У двери мелодично промурлыкал звонок.
— Катрин, — сказал Вальтер. Он протянул руку куда-то за диван, что-то включил. И Катрин влетела в комнату, веселая, разнаряженная.
— Эту гадость смотрите? — сказала она, усаживаясь рядом с ним на диван. — Конечно, что еще смотреть современным мужчинам.

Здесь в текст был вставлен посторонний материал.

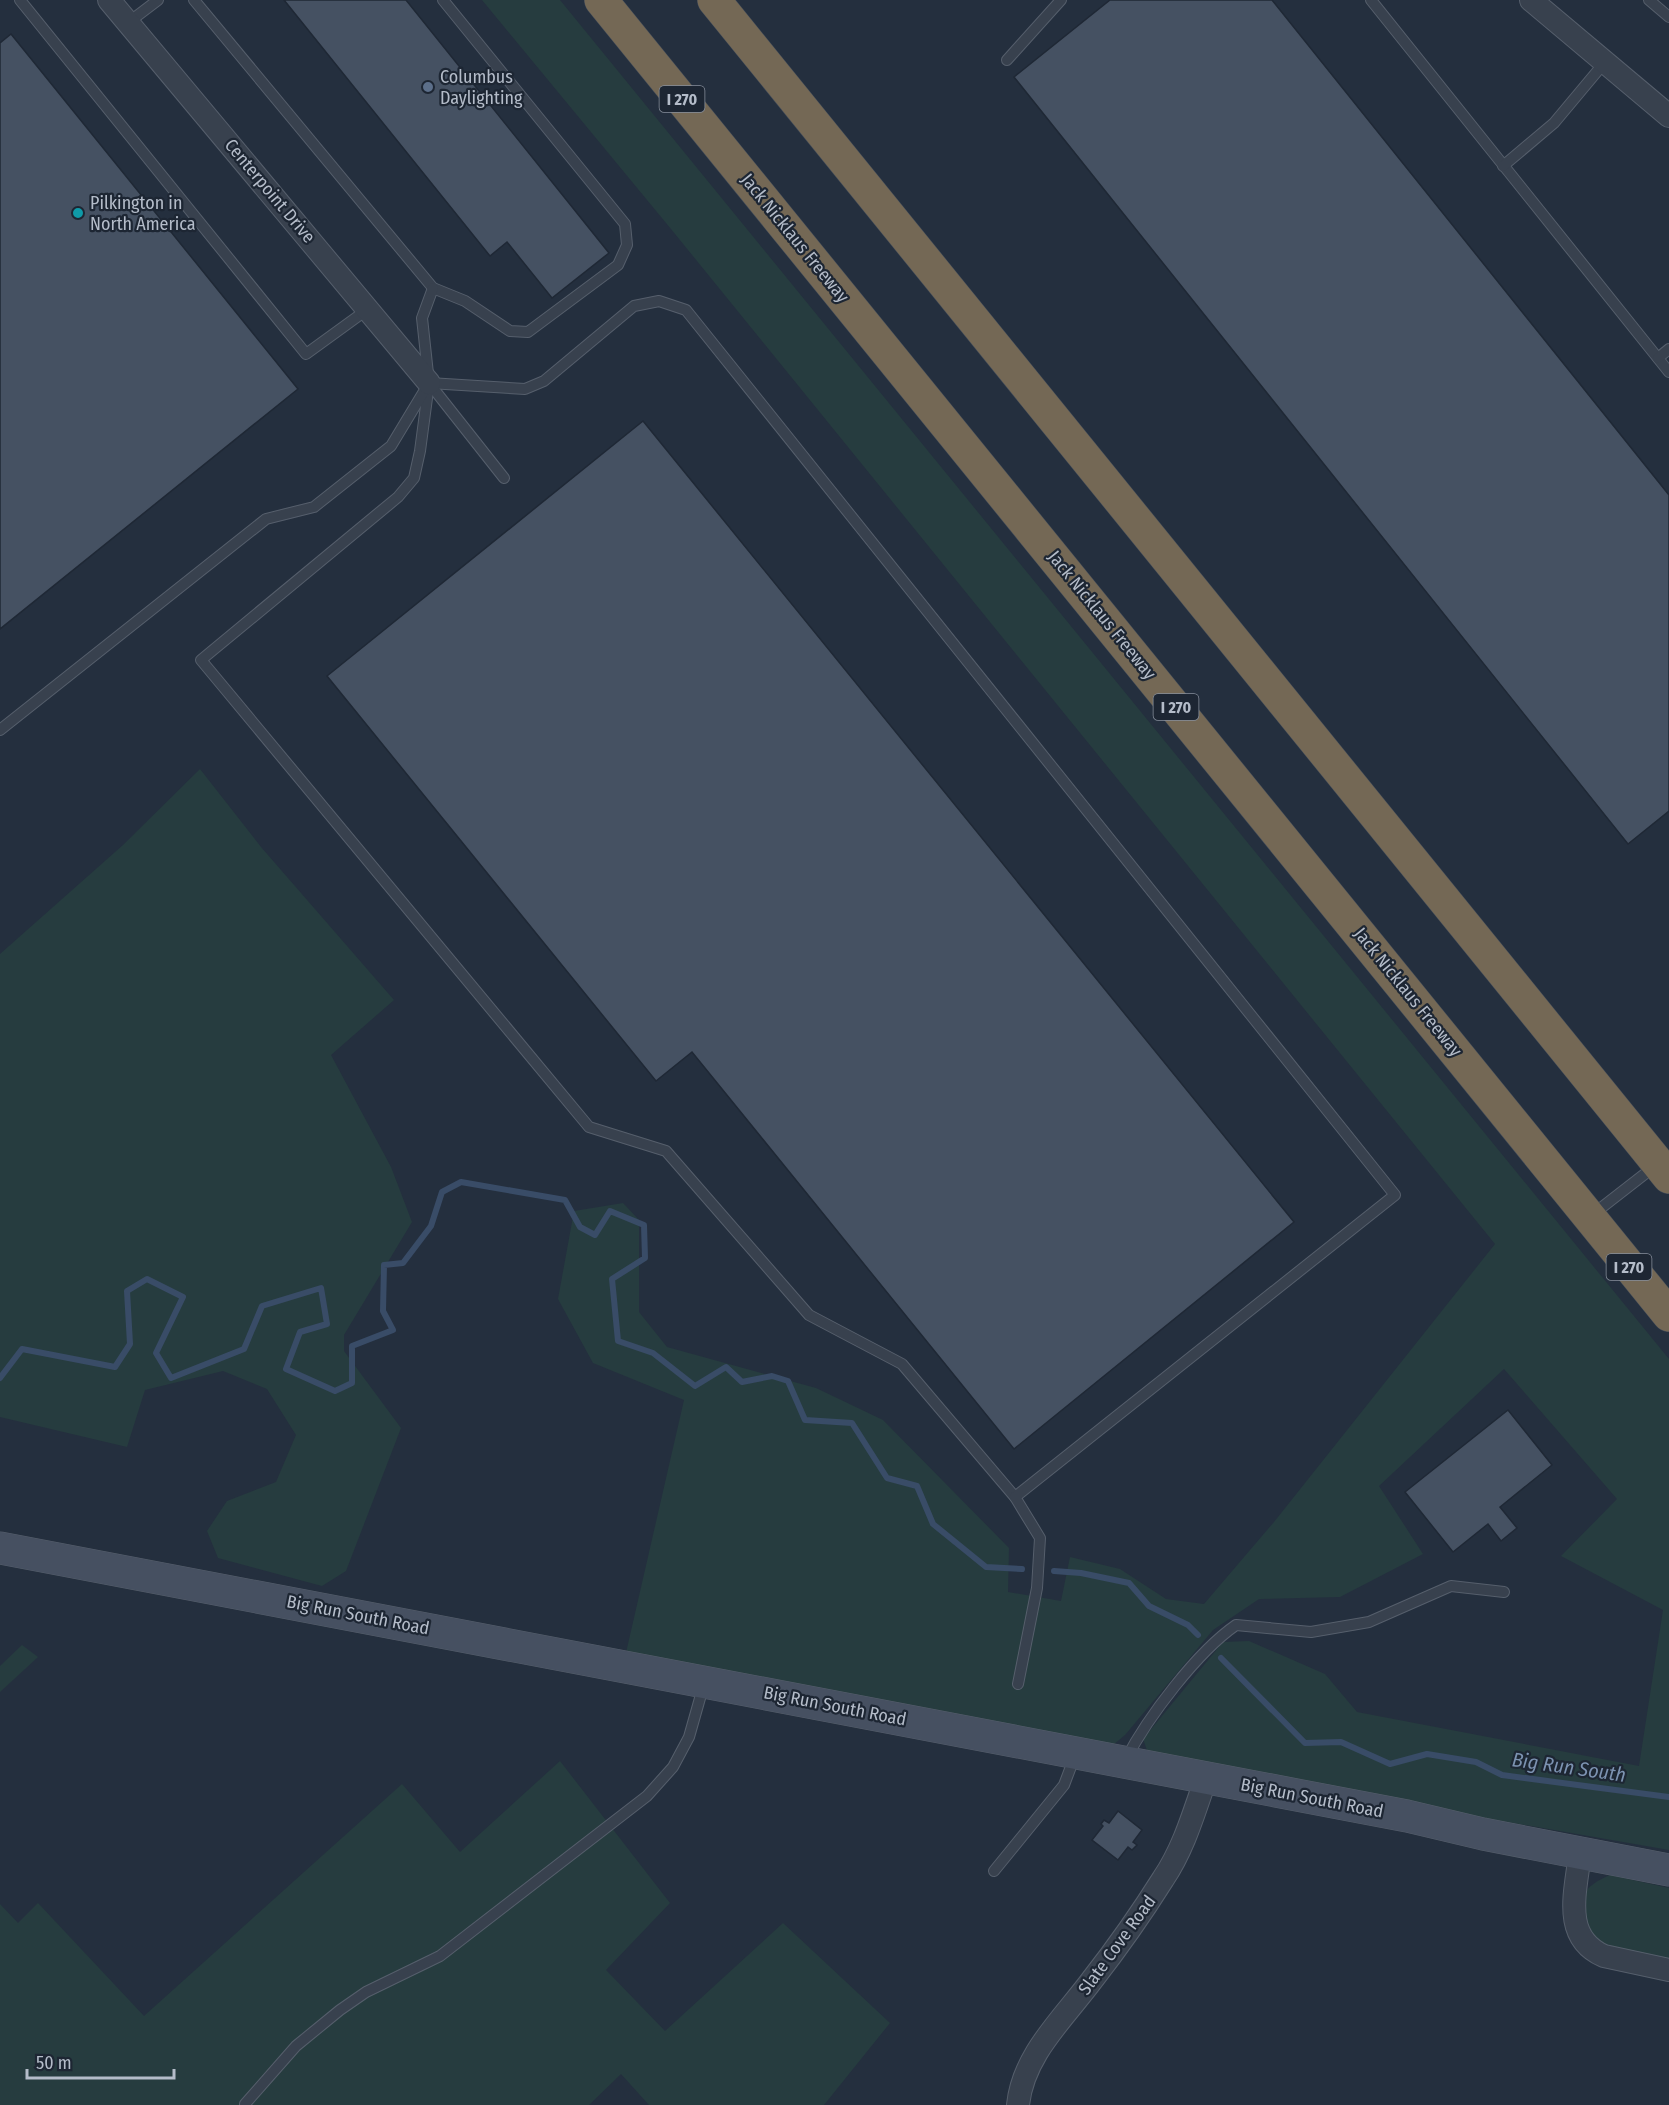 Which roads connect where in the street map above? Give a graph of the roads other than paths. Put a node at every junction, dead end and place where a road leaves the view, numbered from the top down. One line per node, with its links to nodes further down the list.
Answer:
1 (20, 0): 19 (lane)
2 (109, 0): 13 (street, Centerpoint Drive)
3 (158, 0): 13 (lane)
4 (194, 0): 18 (lane)
5 (443, 0): 18 (lane)
6 (601, 0): 27 (highway, Jack Nicklaus Freeway / I 270)
7 (714, 0): 26 (highway)
8 (1061, 0): 14 (lane)
9 (1371, 0): 17 (lane)
10 (1531, 0): 15 (street)
11 (1648, 0): 12 (lane)
12 (1669, 17)
13 (129, 22): 19 (street, Centerpoint Drive)
14 (1007, 60)
15 (1605, 62): 16 (street); 17 (lane)
16 (1669, 116)
17 (1503, 166): 21 (lane)
18 (433, 288): 23 (lane)
19 (368, 309): 23 (street, Centerpoint Drive)
20 (1669, 349): 21 (lane)
21 (1658, 358): 22 (lane)
22 (1669, 372)
23 (429, 383): 24 (lane); 25 (lane); 29 (lane); 29 (lane)
24 (504, 478)
25 (0, 730)
26 (1664, 1170): 27 (lane)
27 (1590, 1218): 28 (highway, Jack Nicklaus Freeway / I 270)
28 (1669, 1315)
29 (1015, 1497): 33 (lane)
30 (0, 1548): 32 (street, Big Run South Road)
31 (1504, 1592): 35 (lane)
32 (705, 1681): 34 (street, Big Run South Road); 41 (lane)
33 (1018, 1684)
34 (1076, 1753): 35 (street, Big Run South Road); 38 (lane)
35 (1125, 1762): 36 (street, Big Run South Road)
36 (1206, 1778): 37 (street, Big Run South Road); 42 (street, Slate Cove Road)
37 (1580, 1853): 39 (street, Big Run South Road); 40 (street)
38 (994, 1870)
39 (1669, 1870)
40 (1669, 1970)
41 (246, 2104)
42 (1018, 2105) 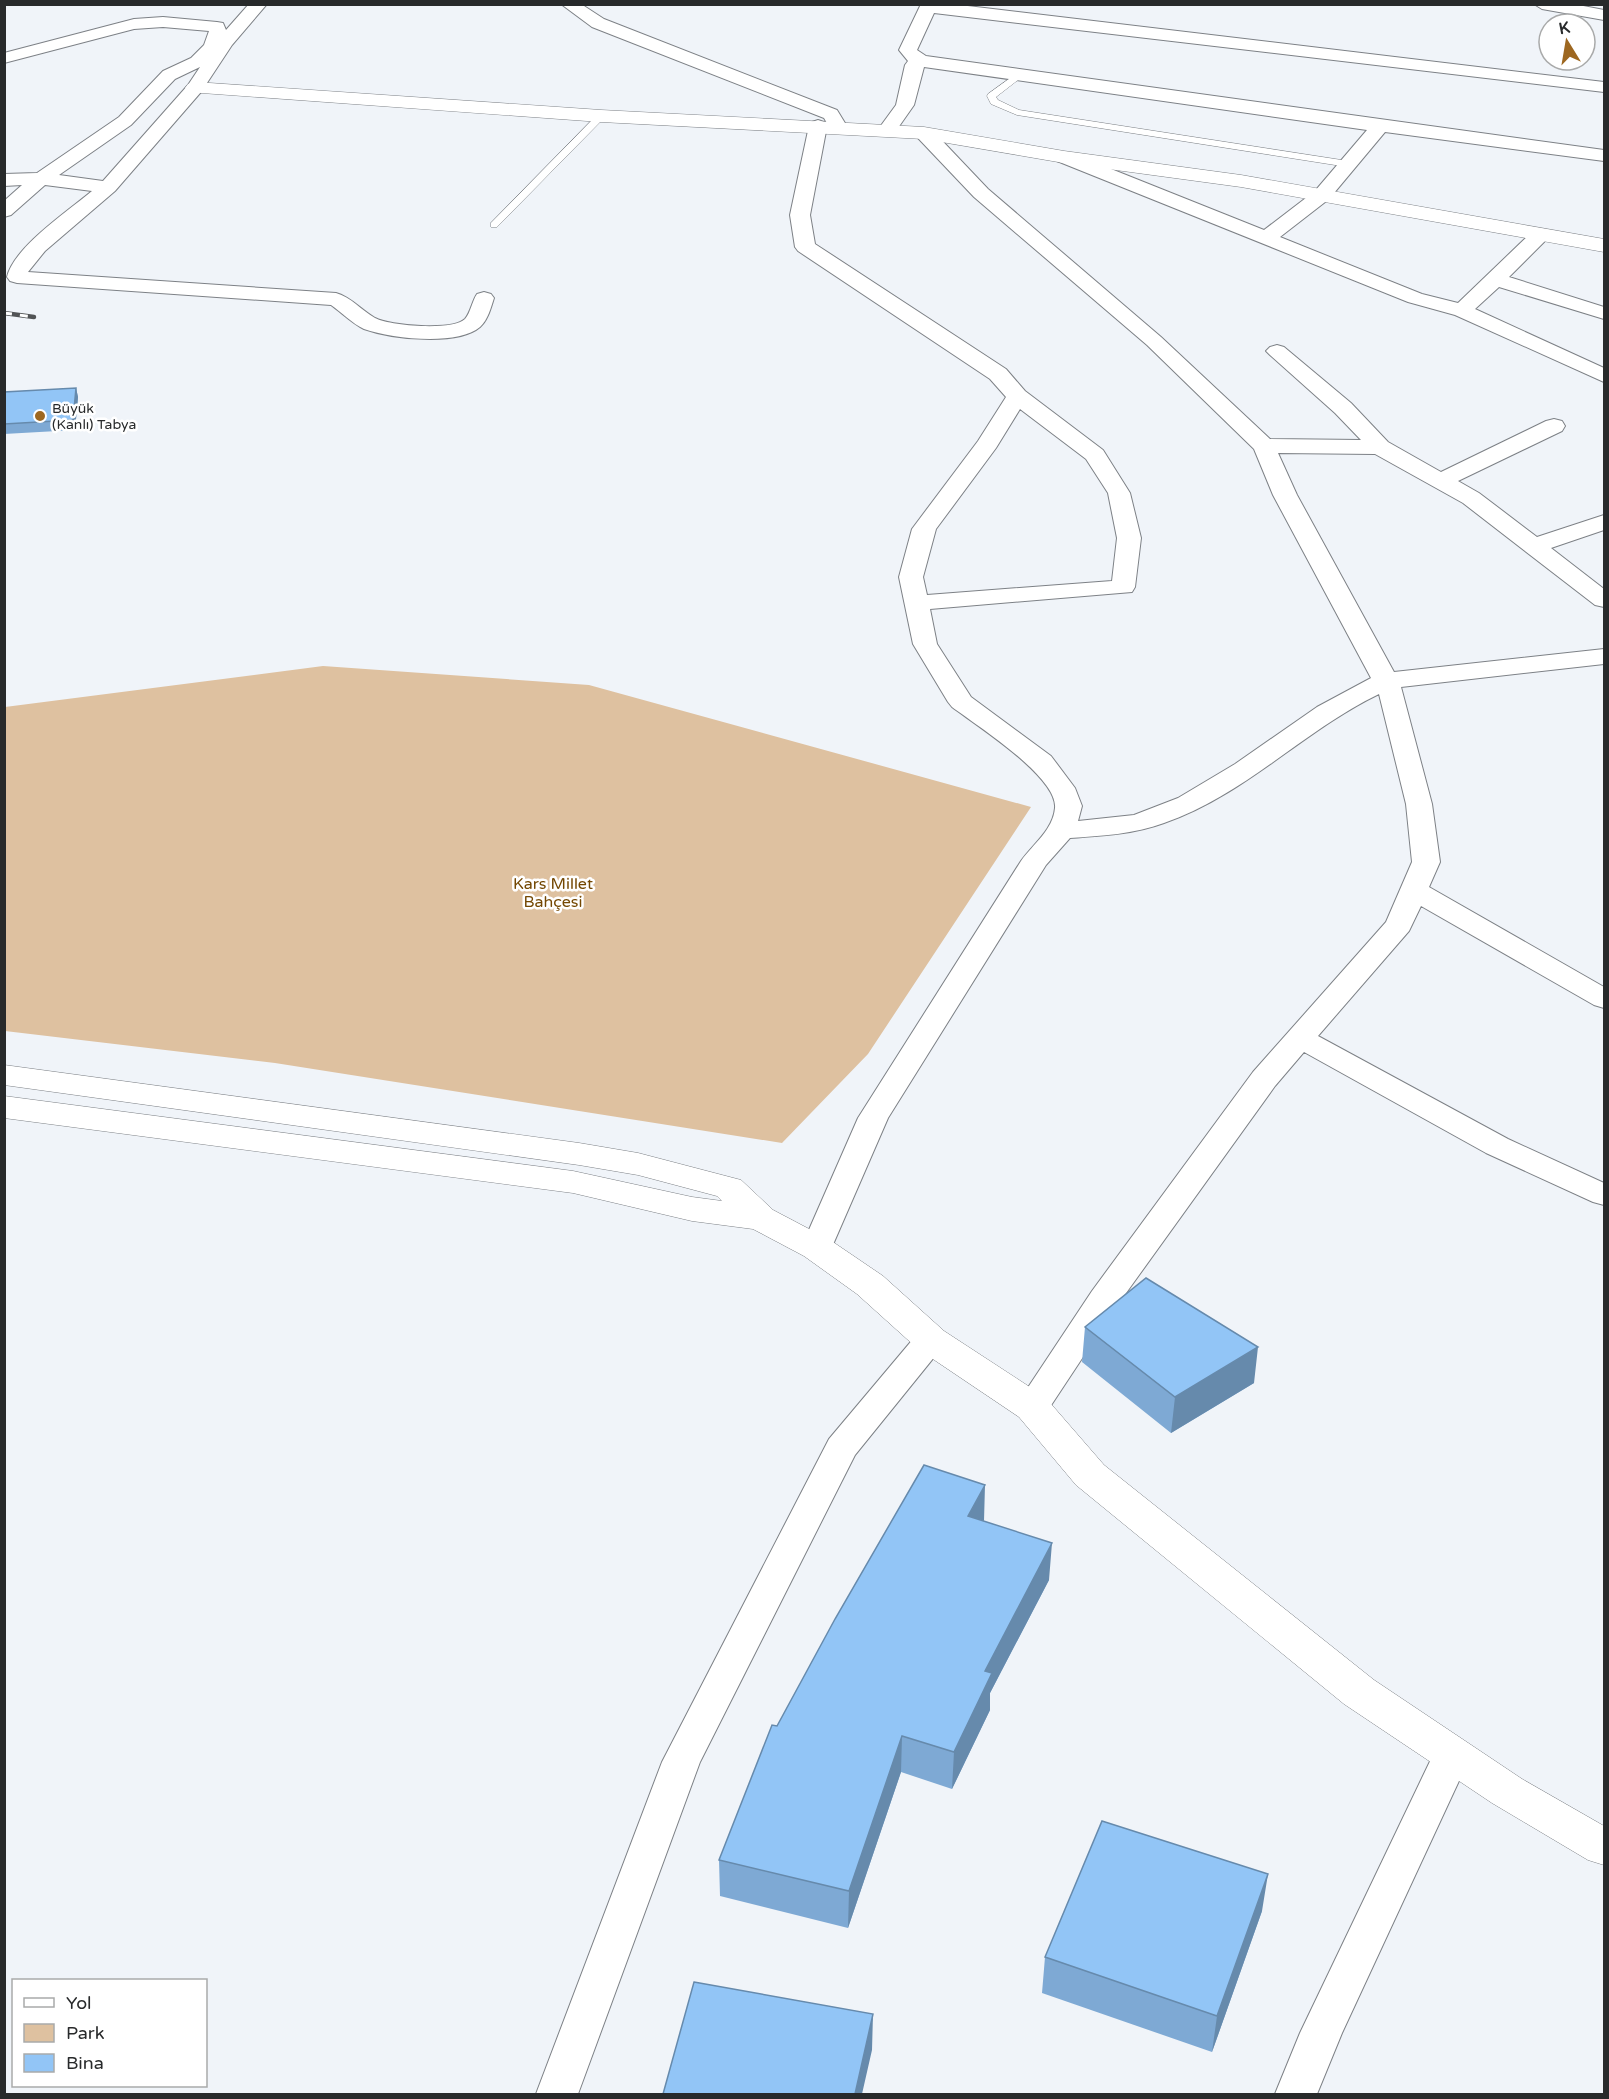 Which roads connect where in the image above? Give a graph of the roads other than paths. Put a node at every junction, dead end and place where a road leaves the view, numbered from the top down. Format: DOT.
graph roads {
  1 [pos="259,4"];
  2 [pos="569,4"];
  3 [pos="1542,4"];
  4 [pos="929,6"];
  5 [pos="1605,15"];
  6 [pos="4,58"];
  7 [pos="921,61"];
  8 [pos="1020,74"];
  9 [pos="1605,87"];
  10 [pos="195,88"];
  11 [pos="601,116"];
  12 [pos="1380,126"];
  13 [pos="829,127"];
  14 [pos="886,131"];
  15 [pos="924,133"];
  16 [pos="1605,154"];
  17 [pos="1064,157"];
  18 [pos="1348,164"];
  19 [pos="40,179"];
  20 [pos="4,180"];
  21 [pos="108,187"];
  22 [pos="1322,195"];
  23 [pos="4,211"];
  24 [pos="494,225"];
  25 [pos="1540,235"];
  26 [pos="1265,239"];
  27 [pos="1605,246"];
  28 [pos="1495,279"];
  29 [pos="484,298"];
  30 [pos="1462,311"];
  31 [pos="1602,314"];
  32 [pos="1277,351"];
  33 [pos="1605,376"];
  34 [pos="1017,396"];
  35 [pos="1554,426"];
  36 [pos="1264,446"];
  37 [pos="1380,447"];
  38 [pos="1439,482"];
  39 [pos="1605,522"];
  40 [pos="1533,546"];
  41 [pos="1605,600"];
  42 [pos="916,603"];
  43 [pos="1605,656"];
  44 [pos="1385,681"];
  45 [pos="1062,830"];
  46 [pos="1414,890"];
  47 [pos="1605,999"];
  48 [pos="1300,1038"];
  49 [pos="4,1075"];
  50 [pos="4,1107"];
  51 [pos="1605,1195"];
  52 [pos="761,1218"];
  53 [pos="817,1248"];
  54 [pos="931,1340"];
  55 [pos="1032,1407"];
  56 [pos="1452,1755"];
  57 [pos="1605,1847"];
  58 [pos="557,2094"];
  59 [pos="1296,2094"];
  1 -- 10 [label="street"];
  2 -- 13 [label="street"];
  3 -- 5 [label="street"];
  4 -- 7 [label="street"];
  4 -- 9 [label="street"];
  6 -- 19 [label="street"];
  7 -- 8 [label="street"];
  7 -- 14 [label="street"];
  8 -- 12 [label="street"];
  8 -- 18 [label="lane"];
  10 -- 11 [label="street"];
  10 -- 21 [label="street"];
  11 -- 13 [label="street"];
  11 -- 24 [label="lane"];
  12 -- 16 [label="street"];
  12 -- 18 [label="street"];
  13 -- 14 [label="street"];
  13 -- 34 [label="street"];
  14 -- 15 [label="street"];
  15 -- 17 [label="street"];
  15 -- 36 [label="street"];
  17 -- 22 [label="street"];
  17 -- 26 [label="street"];
  18 -- 22 [label="street"];
  19 -- 20 [label="street"];
  19 -- 21 [label="street"];
  19 -- 23 [label="street"];
  21 -- 29 [label="street"];
  22 -- 25 [label="street"];
  22 -- 26 [label="street"];
  25 -- 27 [label="street"];
  25 -- 28 [label="street"];
  26 -- 30 [label="street"];
  28 -- 30 [label="street"];
  28 -- 31 [label="street"];
  30 -- 33 [label="street"];
  32 -- 37 [label="street"];
  34 -- 42 [label="street"];
  34 -- 42 [label="street"];
  35 -- 38 [label="street"];
  36 -- 37 [label="street"];
  36 -- 44 [label="street"];
  37 -- 38 [label="street"];
  38 -- 40 [label="street"];
  39 -- 40 [label="street"];
  40 -- 41 [label="street"];
  42 -- 45 [label="street"];
  43 -- 44 [label="street"];
  44 -- 45 [label="street"];
  44 -- 46 [label="street"];
  45 -- 53 [label="street"];
  46 -- 47 [label="street"];
  46 -- 48 [label="street"];
  48 -- 51 [label="street"];
  48 -- 55 [label="street"];
  49 -- 52 [label="street"];
  50 -- 52 [label="street"];
  52 -- 53 [label="street"];
  53 -- 54 [label="street"];
  54 -- 55 [label="street"];
  54 -- 58 [label="street"];
  55 -- 56 [label="street"];
  56 -- 57 [label="street"];
  56 -- 59 [label="street"];
}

И замолкла, сама стала смотреть сцены, по мнению Александра, отнюдь не предназначенные для женских глаз. А на экране Калигула повел целомудренную невесту одного из своих офицеров на кухню, чтобы там изнасиловать ее, и приказал этому офицеру быть рядом. «Смотри! — кричал он. — Именем сената и народа Рима — смотри!» И офицер смотрел, и Александр смотрел, и Катрин смотрела бесстыдно-натуральное. Все смотрели, что делает император с девушкой. От имени сената и народа Рима. Александру хотелось уйти, но он не знал, как это сделать. Было в этом смотрении что-то нехорошее, будто и он сам, как и те сенаторы, помалкивавшие при жестоких бесстыдствах Калигулы, своим молчаливым участием способствует его, Калигулы, существованию на белом свете.